"Every time you fill your tank, the oil companies fill their pockets," the narrator says as the screen reads: "$143 Billion in Profits Over the Last Year.
It's true, the profits of oil companies are hitting record setting levels - in total dollars. On a percentage basis, though, their profits are smaller than those of many other industries.
As the ad cuts to a photo of McCain, the narrator says: "Now Big Oil’s filling John McCain’s campaign with $2 million in contributions," citing the Center for Responsive Politics. "Because instead of taxing their windfall profits to help drivers, McCain wants to give them another $4 billion in tax breaks."

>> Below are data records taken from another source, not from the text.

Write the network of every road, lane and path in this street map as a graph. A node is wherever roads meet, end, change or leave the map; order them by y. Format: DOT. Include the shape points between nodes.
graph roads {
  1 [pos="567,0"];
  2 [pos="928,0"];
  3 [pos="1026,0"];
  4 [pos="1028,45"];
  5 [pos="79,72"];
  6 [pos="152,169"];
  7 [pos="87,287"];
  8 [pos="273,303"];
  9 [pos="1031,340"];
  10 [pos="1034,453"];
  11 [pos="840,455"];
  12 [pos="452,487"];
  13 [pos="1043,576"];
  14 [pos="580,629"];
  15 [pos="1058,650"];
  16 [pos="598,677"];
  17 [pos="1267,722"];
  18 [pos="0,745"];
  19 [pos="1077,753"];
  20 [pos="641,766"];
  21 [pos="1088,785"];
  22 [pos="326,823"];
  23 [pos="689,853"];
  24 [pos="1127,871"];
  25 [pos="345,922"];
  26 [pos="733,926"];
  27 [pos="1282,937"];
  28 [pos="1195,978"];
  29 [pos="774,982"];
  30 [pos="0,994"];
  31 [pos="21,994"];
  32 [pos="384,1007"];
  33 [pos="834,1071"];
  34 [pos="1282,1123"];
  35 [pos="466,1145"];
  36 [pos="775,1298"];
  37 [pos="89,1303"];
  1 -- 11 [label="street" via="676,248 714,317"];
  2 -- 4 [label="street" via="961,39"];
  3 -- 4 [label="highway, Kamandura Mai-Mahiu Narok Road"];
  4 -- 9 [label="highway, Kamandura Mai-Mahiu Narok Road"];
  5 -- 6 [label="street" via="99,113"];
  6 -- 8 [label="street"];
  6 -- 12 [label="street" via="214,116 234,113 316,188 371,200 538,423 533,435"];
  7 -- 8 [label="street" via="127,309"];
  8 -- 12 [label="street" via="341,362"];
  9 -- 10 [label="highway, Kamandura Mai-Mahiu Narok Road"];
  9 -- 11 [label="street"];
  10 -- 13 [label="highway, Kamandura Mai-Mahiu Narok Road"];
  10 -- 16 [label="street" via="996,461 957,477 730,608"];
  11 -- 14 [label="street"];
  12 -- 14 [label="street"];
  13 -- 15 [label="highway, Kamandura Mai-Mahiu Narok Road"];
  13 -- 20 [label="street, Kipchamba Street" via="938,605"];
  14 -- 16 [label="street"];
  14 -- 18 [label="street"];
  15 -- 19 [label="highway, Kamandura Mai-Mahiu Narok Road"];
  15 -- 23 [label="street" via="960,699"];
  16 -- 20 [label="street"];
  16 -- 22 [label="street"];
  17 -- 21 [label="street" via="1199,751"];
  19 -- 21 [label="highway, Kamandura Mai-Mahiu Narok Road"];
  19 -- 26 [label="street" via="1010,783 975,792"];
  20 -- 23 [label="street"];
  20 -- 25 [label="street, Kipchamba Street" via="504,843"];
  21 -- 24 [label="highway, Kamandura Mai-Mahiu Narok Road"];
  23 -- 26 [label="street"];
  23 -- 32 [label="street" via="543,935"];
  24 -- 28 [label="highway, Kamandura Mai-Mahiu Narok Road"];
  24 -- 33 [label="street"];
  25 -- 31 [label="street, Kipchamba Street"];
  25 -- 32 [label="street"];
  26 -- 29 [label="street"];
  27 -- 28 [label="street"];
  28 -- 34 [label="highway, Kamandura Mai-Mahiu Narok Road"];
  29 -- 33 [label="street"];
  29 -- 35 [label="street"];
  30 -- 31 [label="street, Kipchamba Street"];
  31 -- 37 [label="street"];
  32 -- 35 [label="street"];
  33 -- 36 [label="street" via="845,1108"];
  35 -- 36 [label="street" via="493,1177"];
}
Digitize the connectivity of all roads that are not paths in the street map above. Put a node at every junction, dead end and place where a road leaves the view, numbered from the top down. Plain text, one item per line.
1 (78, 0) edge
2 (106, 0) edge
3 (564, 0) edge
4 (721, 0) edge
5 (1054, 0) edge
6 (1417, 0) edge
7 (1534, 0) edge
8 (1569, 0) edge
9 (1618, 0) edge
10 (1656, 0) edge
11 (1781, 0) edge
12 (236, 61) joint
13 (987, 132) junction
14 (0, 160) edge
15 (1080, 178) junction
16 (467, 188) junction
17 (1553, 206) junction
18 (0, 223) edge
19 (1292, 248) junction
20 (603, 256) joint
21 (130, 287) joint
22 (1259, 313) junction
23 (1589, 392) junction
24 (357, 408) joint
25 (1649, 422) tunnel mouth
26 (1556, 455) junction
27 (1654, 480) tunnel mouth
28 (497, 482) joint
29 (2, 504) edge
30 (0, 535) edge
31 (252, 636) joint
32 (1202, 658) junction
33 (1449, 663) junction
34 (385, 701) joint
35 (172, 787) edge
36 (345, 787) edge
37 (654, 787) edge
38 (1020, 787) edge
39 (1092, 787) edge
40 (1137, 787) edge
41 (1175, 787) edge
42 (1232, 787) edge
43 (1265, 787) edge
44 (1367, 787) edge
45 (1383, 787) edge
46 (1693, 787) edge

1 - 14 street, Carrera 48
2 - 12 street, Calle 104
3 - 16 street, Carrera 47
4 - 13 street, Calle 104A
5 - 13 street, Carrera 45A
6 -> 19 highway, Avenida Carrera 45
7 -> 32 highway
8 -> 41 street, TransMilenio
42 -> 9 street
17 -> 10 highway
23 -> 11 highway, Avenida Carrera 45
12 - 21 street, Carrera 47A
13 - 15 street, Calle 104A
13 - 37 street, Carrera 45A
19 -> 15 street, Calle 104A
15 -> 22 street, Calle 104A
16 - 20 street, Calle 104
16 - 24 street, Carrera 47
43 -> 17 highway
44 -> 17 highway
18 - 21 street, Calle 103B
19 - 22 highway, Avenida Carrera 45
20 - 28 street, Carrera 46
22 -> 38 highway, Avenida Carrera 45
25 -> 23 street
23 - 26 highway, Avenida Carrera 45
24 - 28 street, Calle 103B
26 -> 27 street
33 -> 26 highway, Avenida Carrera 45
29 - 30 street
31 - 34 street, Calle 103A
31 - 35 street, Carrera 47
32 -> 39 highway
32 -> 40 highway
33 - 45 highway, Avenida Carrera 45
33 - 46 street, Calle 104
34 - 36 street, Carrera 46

This is blatantly deceptive. McCain hasn't proposed any tax breaks for the oil companies.
This claim, cited on screen as the handiwork of the liberal Center for American Progress, is an apparent reference to McCain's proposal to cut corporate taxes -- for all companies, not just oil companies -- from 35 percent to 25 percent.What ever happened to Barack as the guy who was going to change the way Washington does business? If he won't represent change in the campaign, why would we expect him to do it once he's in office?

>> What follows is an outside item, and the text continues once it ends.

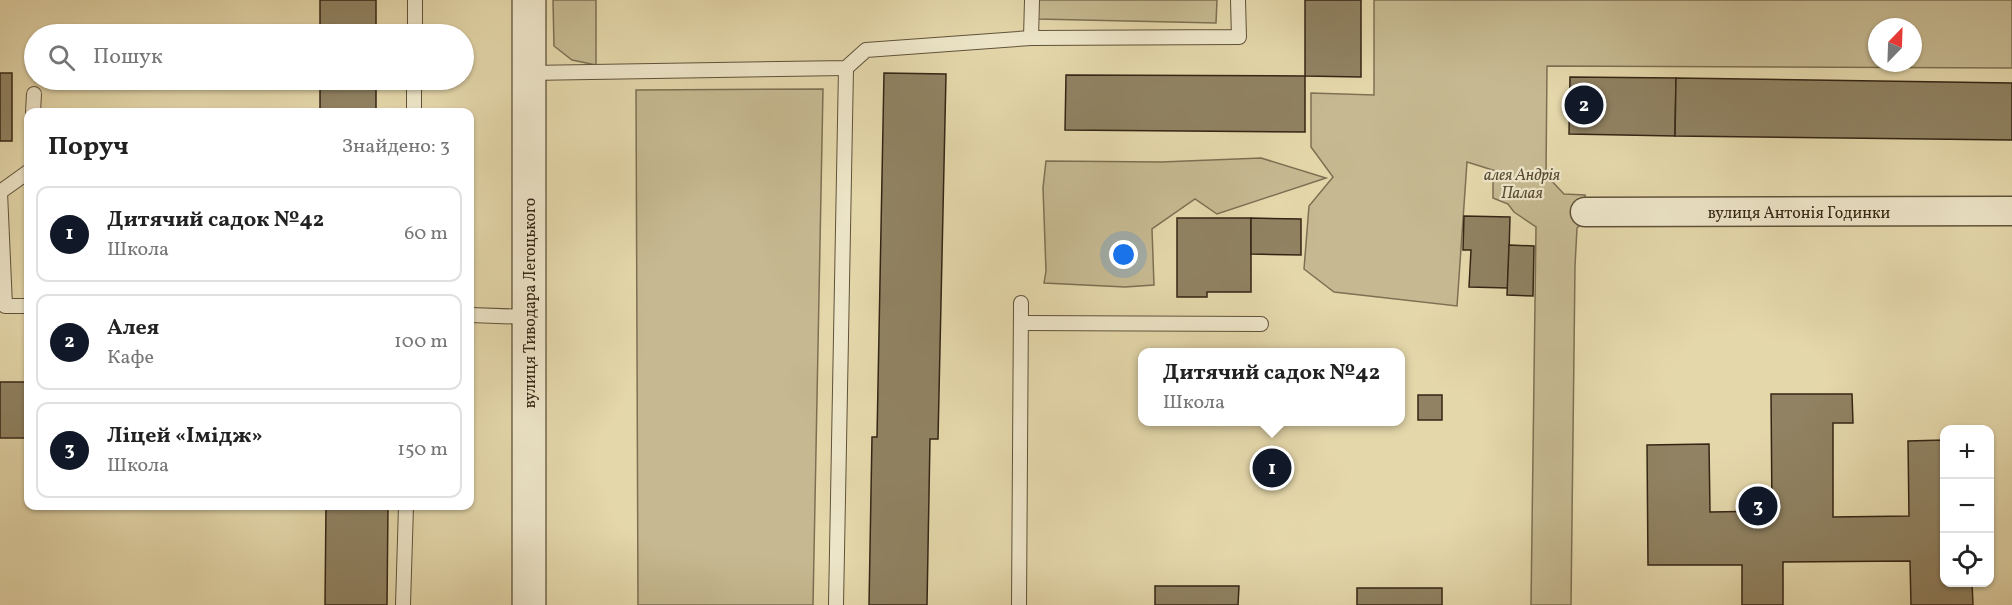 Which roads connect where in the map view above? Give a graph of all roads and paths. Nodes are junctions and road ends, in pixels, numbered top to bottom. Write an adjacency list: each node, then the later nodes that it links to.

As the camera pulls back from the photo of McCain to reveal him standing with President Bush, the narrator says, "After one president in the pocket of big oil, we can’t afford another. Barack Obama: A windfall profits tax on big oil to give families a thousand dollar rebate. A president who’ll stand up for you."Has McCain done anything wrong here? Only if you want to indict him for accepting the donations from the very companies which would be effected by his policy proposals, but that is, unfortunately, how our system works. Barack, according to McCain's campaign, has also accepted money from big oil, and he's also making policy proposals that would affect them.

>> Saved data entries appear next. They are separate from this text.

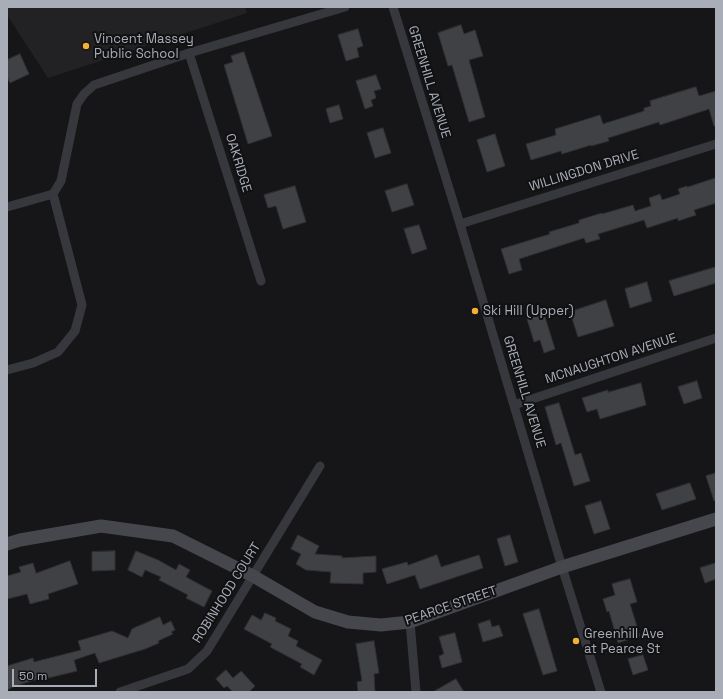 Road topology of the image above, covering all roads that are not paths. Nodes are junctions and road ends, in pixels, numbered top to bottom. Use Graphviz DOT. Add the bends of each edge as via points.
graph roads {
  1 [pos="345,7"];
  2 [pos="393,7"];
  3 [pos="189,53"];
  4 [pos="716,144"];
  5 [pos="53,194"];
  6 [pos="7,207"];
  7 [pos="460,224"];
  8 [pos="261,281"];
  9 [pos="716,338"];
  10 [pos="7,370"];
  11 [pos="514,405"];
  12 [pos="320,466"];
  13 [pos="716,519"];
  14 [pos="7,544"];
  15 [pos="562,566"];
  16 [pos="253,576"];
  17 [pos="410,622"];
  18 [pos="120,692"];
  19 [pos="416,692"];
  20 [pos="601,692"];
  1 -- 3 [label="street"];
  2 -- 7 [label="street, GREENHILL AVENUE"];
  3 -- 5 [label="street" via="94,85 84,94 77,104 61,181"];
  3 -- 8 [label="street, OAKRIDGE"];
  4 -- 7 [label="street, WILLINGDON DRIVE"];
  5 -- 6 [label="street"];
  5 -- 10 [label="street" via="82,305 76,331 58,352 33,363"];
  7 -- 11 [label="street, GREENHILL AVENUE"];
  9 -- 11 [label="street, MCNAUGHTON AVENUE"];
  11 -- 15 [label="street, GREENHILL AVENUE"];
  12 -- 16 [label="street, ROBINHOOD COURT"];
  13 -- 15 [label="street, PEARCE STREET"];
  14 -- 16 [label="street, PEARCE STREET" via="101,526 173,536"];
  15 -- 17 [label="street, PEARCE STREET"];
  15 -- 20 [label="street, GREENHILL AVENUE"];
  16 -- 17 [label="street, PEARCE STREET" via="315,612 348,622 381,625"];
  16 -- 18 [label="street, ROBINHOOD COURT" via="207,651 188,670"];
  17 -- 19 [label="street"];
} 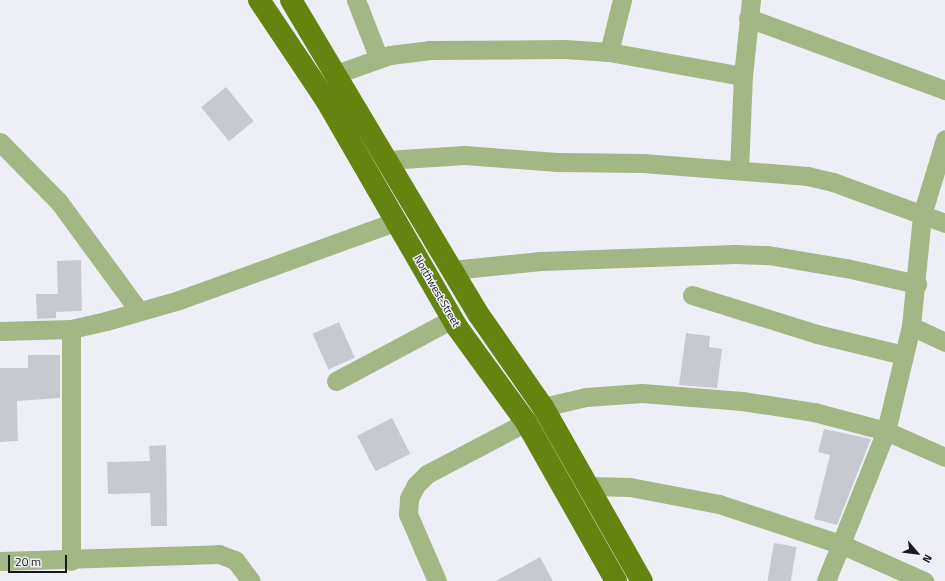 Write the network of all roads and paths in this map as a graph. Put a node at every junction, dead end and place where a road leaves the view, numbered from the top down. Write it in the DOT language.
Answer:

McCain spokesman Tucker Bounds writes to say, "Barack Obama's latest negative attack ad shows his celebrity is matched only by his hypocrisy, after all it was Senator Obama, not John McCain, who voted for the Bush-Cheney energy bill that was a sweetheart deal for oil companies. Also not mentioned is the $400,000 from big oil contributors that Barack Obama has already pocketed in this election."